Has anyone ever wished you a sick time, or said you make a mean revision timetable?
You probably already know they weren’t being rude, but you may not know they were using a contronym. Contronyms are words that can have two opposing meanings; they go by several other names including autoantonyms, antagonyms and Janus words, after the literally two-faced Roman god Janus.
Contronyms are different from oxymorons, which are combinations of contradictory meanings, such as ‘bittersweet’ or ‘old news'.

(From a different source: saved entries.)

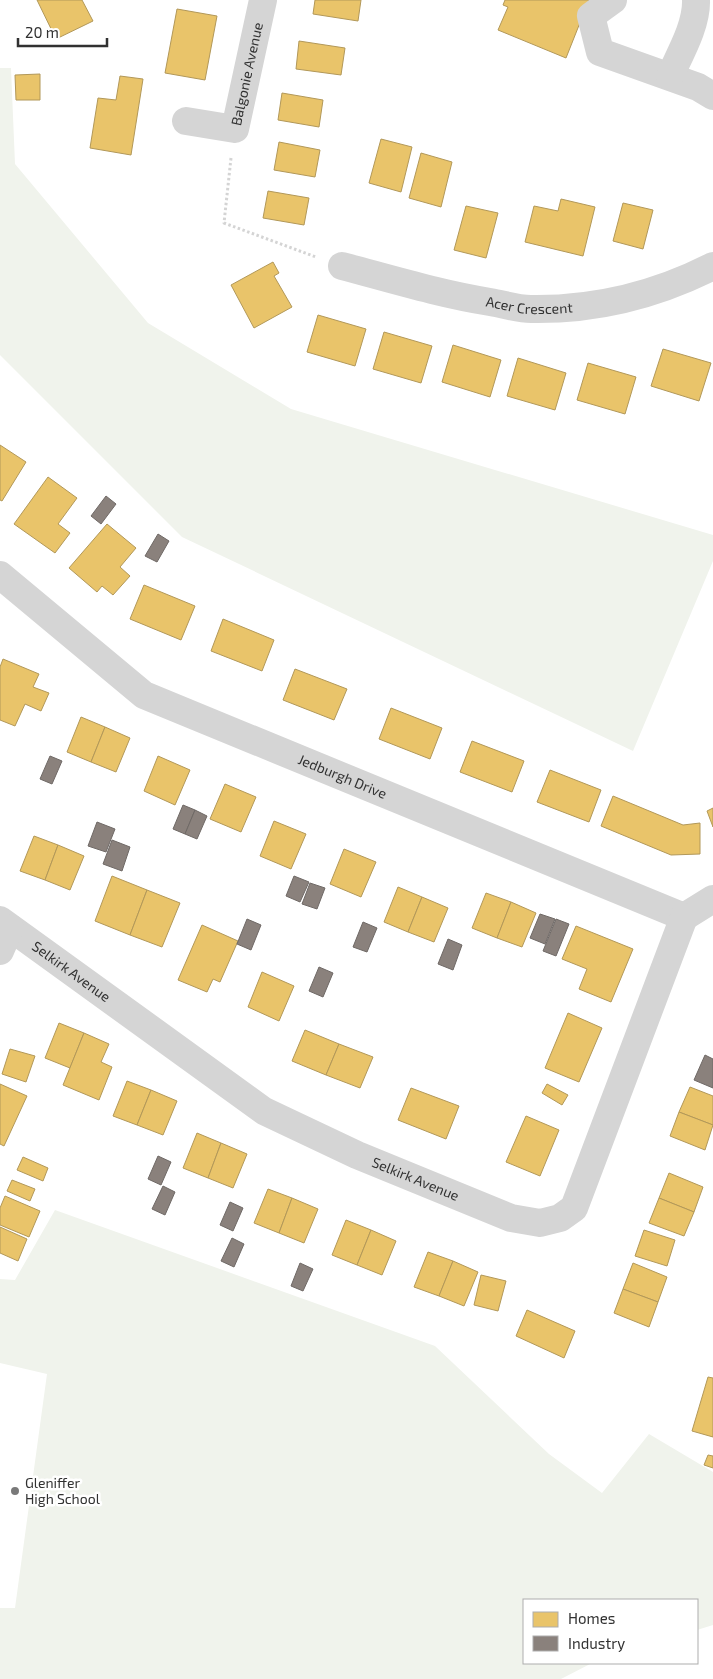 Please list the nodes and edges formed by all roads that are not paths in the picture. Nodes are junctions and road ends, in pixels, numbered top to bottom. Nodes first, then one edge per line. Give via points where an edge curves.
1 (263, 0) edge
2 (614, 0) edge
3 (696, 0) edge
4 (670, 76) junction
5 (713, 96) edge
6 (186, 121) dead end
7 (342, 266) road end
8 (713, 266) edge
9 (0, 575) edge
10 (713, 899) edge
11 (684, 917) junction
12 (3, 933) edge

1 - 6 street, Balgonie Avenue via 235,129
2 - 4 street via 591,16 600,52
3 - 4 street via 684,46
4 - 5 street
7 - 8 street, Acer Crescent via 464,298 529,309 583,307 629,300 682,282
9 - 11 street, Jedburgh Drive via 144,695
10 - 11 street
11 - 12 street, Selkirk Avenue via 574,1208 560,1218 540,1222 511,1218 264,1111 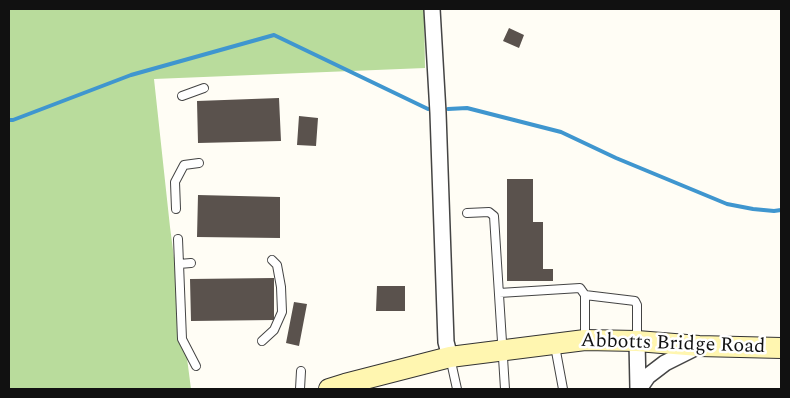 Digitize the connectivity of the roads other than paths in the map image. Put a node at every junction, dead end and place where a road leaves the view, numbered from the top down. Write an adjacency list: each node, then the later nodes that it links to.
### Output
1 (432, 9): 20 (street)
2 (204, 88): 3 (lane)
3 (182, 96)
4 (199, 163): 5 (lane)
5 (176, 209)
6 (467, 213): 11 (lane)
7 (178, 239): 10 (lane)
8 (272, 260): 15 (lane)
9 (191, 263): 10 (lane)
10 (179, 264): 21 (lane)
11 (499, 293): 12 (lane); 19 (lane)
12 (585, 295): 13 (lane); 14 (lane)
13 (585, 340): 14 (main road, Abbotts Bridge Road); 16 (main road, Abbotts Bridge Road)
14 (637, 340): 17 (main road, Abbotts Bridge Road); 28 (street)
15 (262, 341)
16 (555, 344): 19 (main road, Abbotts Bridge Road); 27 (lane)
17 (699, 346): 18 (main road, Abbotts Bridge Road); 28 (street)
18 (781, 348)
19 (502, 350): 20 (main road, Abbotts Bridge Road); 26 (lane)
20 (450, 357): 24 (main road, Abbotts Bridge Road); 25 (lane)
21 (196, 366)
22 (301, 371): 23 (lane)
23 (300, 389)
24 (329, 389)
25 (457, 389)
26 (505, 389)
27 (563, 389)
28 (639, 389) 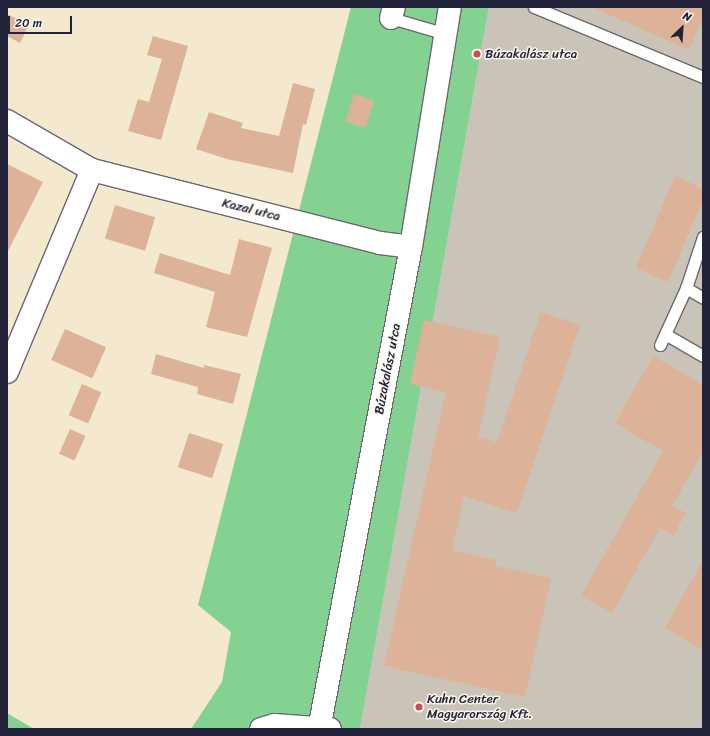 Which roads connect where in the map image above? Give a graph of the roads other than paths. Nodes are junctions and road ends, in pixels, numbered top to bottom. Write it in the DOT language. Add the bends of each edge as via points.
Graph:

You might use contronyms more than you realise. Take a look at these fascinating words that are at odds with themselves.

1. Dust to dust
The word ‘dust’, meaning particles of debris, is not a contronym when it’s a noun. However, as a verb, it has two meanings: you might dust something to cover it with particles, e.g. dusting a cake with icing sugar, but you can also dust to sweep them away.
If you’re asked to dust your shelves at home, you’re most likely being asked to clean, so be sure not to mix these two up.

2. Weather the weather
Homophones can make the English language a bit confusing – think of a sentence like 'which witch is which?', in which (sorry…) every word sounds the same but has a different meaning.

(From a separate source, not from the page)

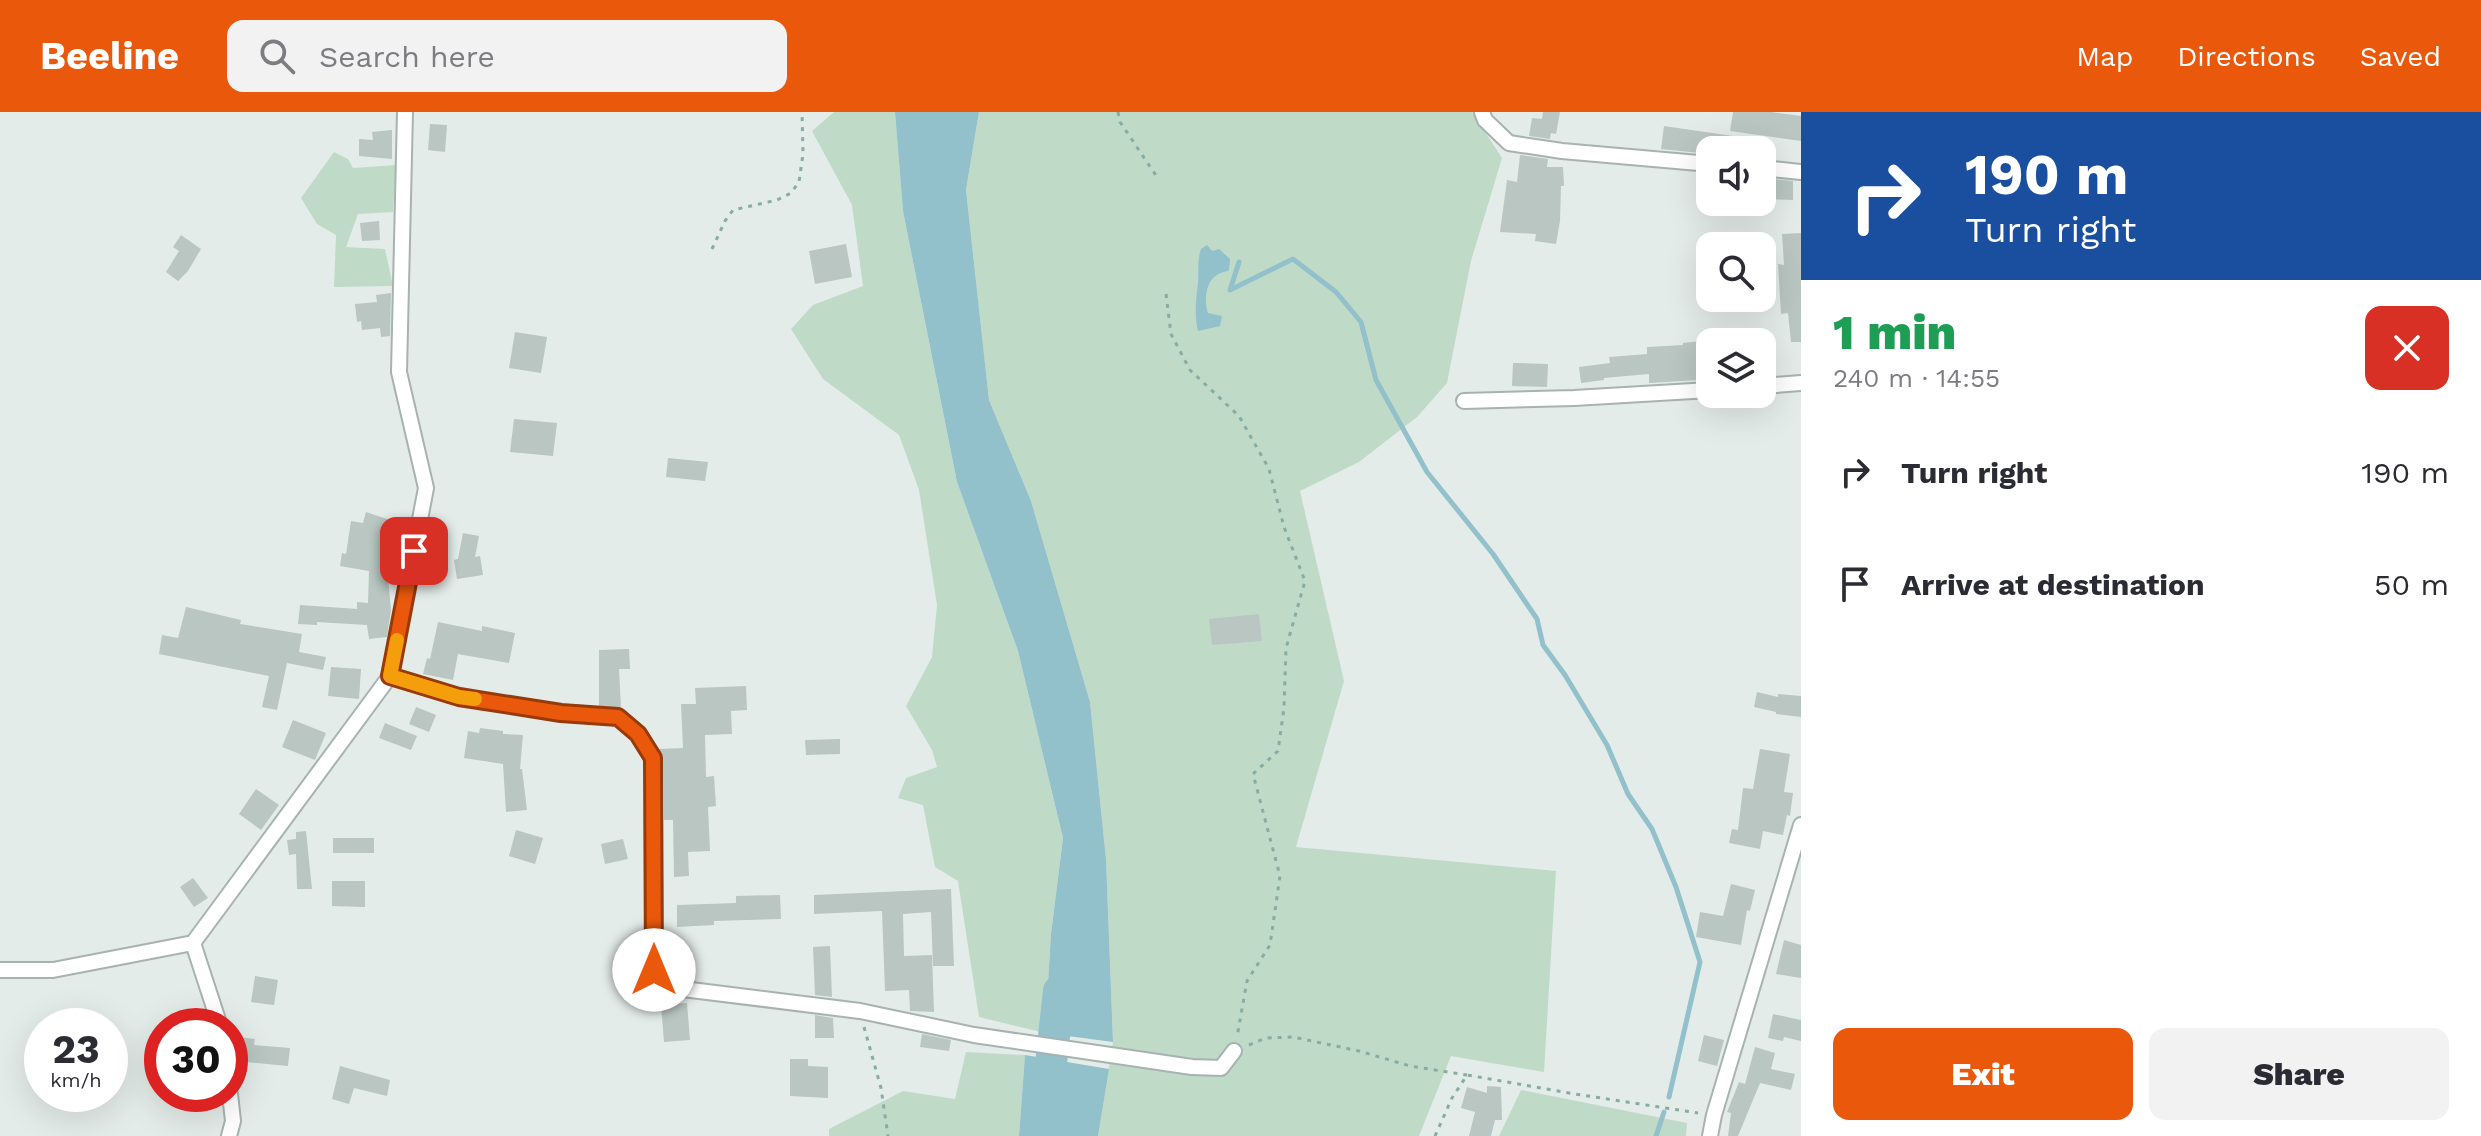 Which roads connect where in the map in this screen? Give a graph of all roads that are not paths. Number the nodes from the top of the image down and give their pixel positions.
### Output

As well as being a homophone, the word ‘weather’ also gets the contronym treatment. When something is ‘weathered’ it’s exposed to the elements and worn down. But when you ‘weather’ something, you endure it – so depending on whether you have a suitable raincoat, you might weather the weather so it can’t weather you.

3. Quick, don’t move!
'Fast' is another Janus word. You can move fast, meaning quickly, or you can stand fast, meaning there's little or no movement both physically and in terms of opinions. ‘Hold fast’ is a nautical phrase which is thought to come from the Dutch houd vast (hold tight), referring to securing a ship’s ropes.

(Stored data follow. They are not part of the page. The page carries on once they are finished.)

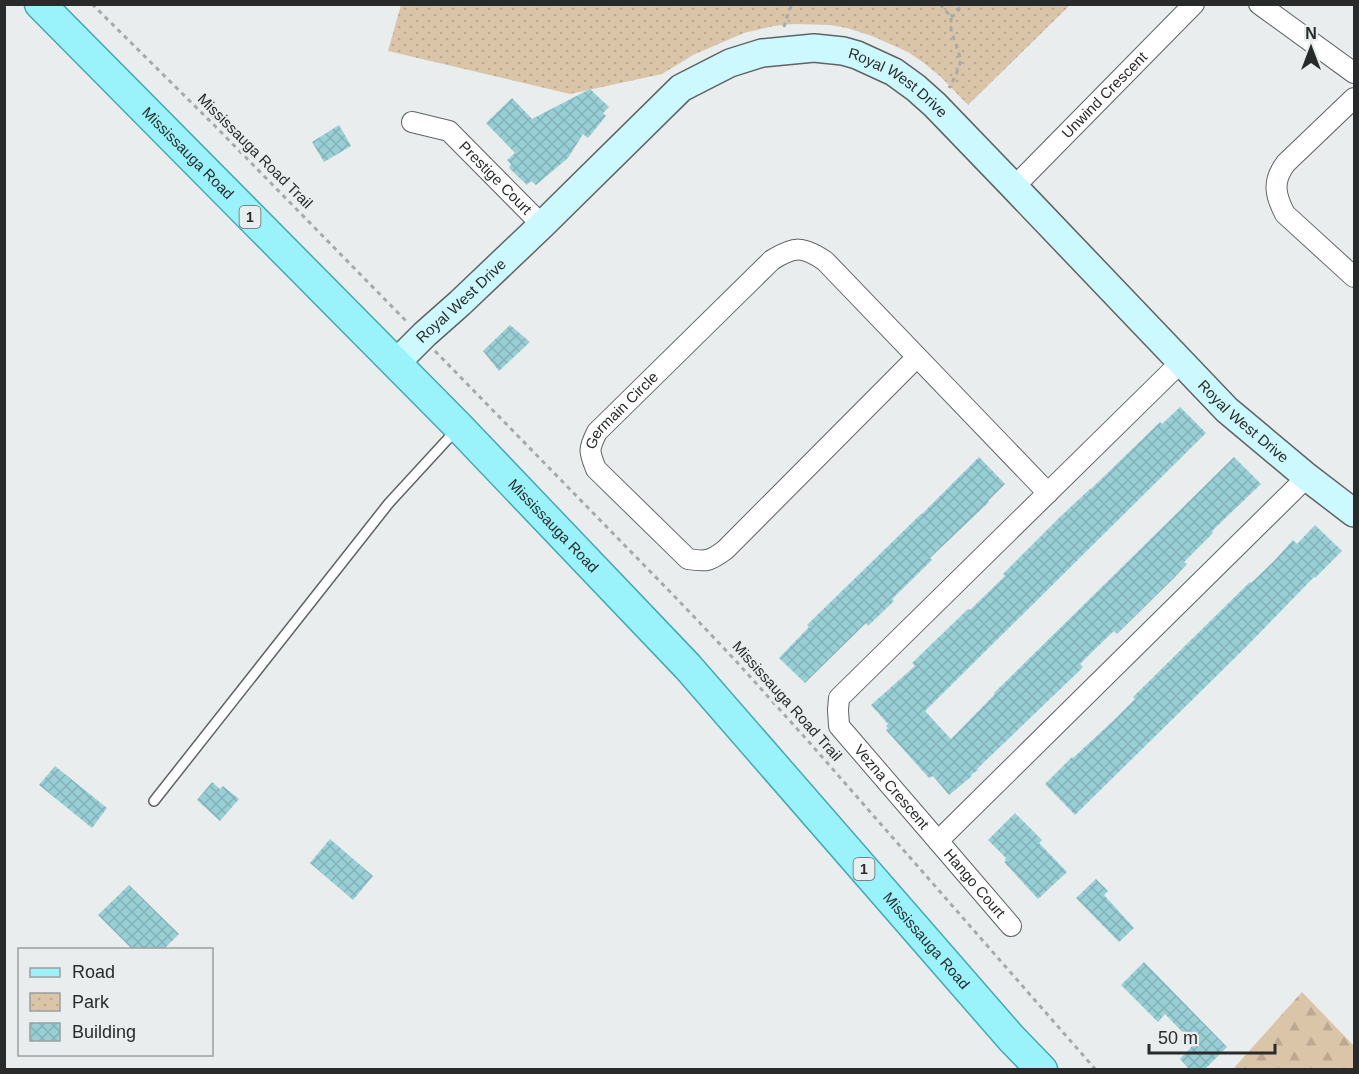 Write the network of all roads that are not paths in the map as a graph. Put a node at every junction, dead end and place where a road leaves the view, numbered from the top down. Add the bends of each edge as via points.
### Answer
1 (40, 4) edge
2 (1194, 4) edge
3 (1259, 4) edge
4 (1354, 73) edge
5 (1354, 98) edge
6 (412, 122) dead end
7 (1014, 187) junction
8 (542, 225) junction
9 (1354, 278) edge
10 (917, 357) junction
11 (1181, 362) junction
12 (396, 363) junction
13 (459, 427) junction
14 (1307, 477) junction
15 (1048, 493) junction
16 (1354, 513) edge
17 (154, 801) dead end
18 (938, 840) junction
19 (1011, 926) dead end
20 (1042, 1070) edge

1 - 12 main road, Mississauga Road / 1
2 - 7 street, Unwind Crescent
3 - 4 street
5 - 9 street via 1286,163 1276,190 1285,214
6 - 8 street, Prestige Court via 449,131
7 - 8 street, Royal West Drive via 936,105 894,72 843,51 788,49 730,63 681,88
7 - 11 street, Royal West Drive
8 - 12 street, Royal West Drive
10 - 10 street, Germain Circle via 825,261 813,252 786,251 772,260 597,432 590,446 591,455 596,469 688,559 703,562 725,550
10 - 15 street, Germain Circle
11 - 14 street, Royal West Drive via 1227,410
11 - 15 street, Vezna Crescent
12 - 13 main road, Mississauga Road / 1
13 - 17 lane via 389,503
13 - 20 main road, Mississauga Road / 1 via 688,668
14 - 16 street, Royal West Drive
14 - 18 street, Vezna Crescent
15 - 18 street, Vezna Crescent via 839,698 839,726
18 - 19 street, Hango Court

It's unclear why ‘fast’ came to mean at great speed, as firmly fixed is its earliest meaning – although it has fast fallen out of common usage since.
4. All or nothing
The word ‘aught’ is probably less common in your everyday usage, but it means all or everything. However, in some cases it can also be the name of the mathematical digit also known as zero (0), or the way it's read out loud (particularly in American English) – so aught can mean literally all or nothing!
5. Cleaved in twain
A more classic-sounding example is the word ‘cleave’ – you may have heard knights of old in films threating to cleave their foes in twain, with twain coming from the Old English word for ‘two’. Cleave is also from Old English, but it is thought its two opposite meanings come from two different roots, clēofan and clifian, and that may be how the word ended up with two meanings. The first meaning is to split or separate, and the second to stick closely.
6. Bolt like an arrow
Both meanings of the word bolt come from their noun form, which originally referred to an arrow in Old English. In Middle English, during the Medieval period, the name started being applied to other metal rods, including the part of a lock that springs out.
So the verb form of bolt meaning ‘to shoot off quickly’ comes from the movement of an arrow, and bolt meaning ‘to secure’ comes from the fastenings named after it – and now we have two contradictory meanings.

7. Not bad but good
Sometimes the influence of slang gives a word another meaning, so we end up with contronyms such as ‘bad’, ‘sick’, ‘nasty’, ‘mean’, and ‘wicked’ – which can all have a positive or negative meaning depending on the context.
The use of ‘bad’ to mean very good may have been influenced by US American English, specifically from AAVE (African American Vernacular English), while ‘sick’ may have developed a positive meaning from the subcultures of the late 1980s and 1990s.
These contronyms serve as an interesting record of how language changes and develops over time through culture. Wicked!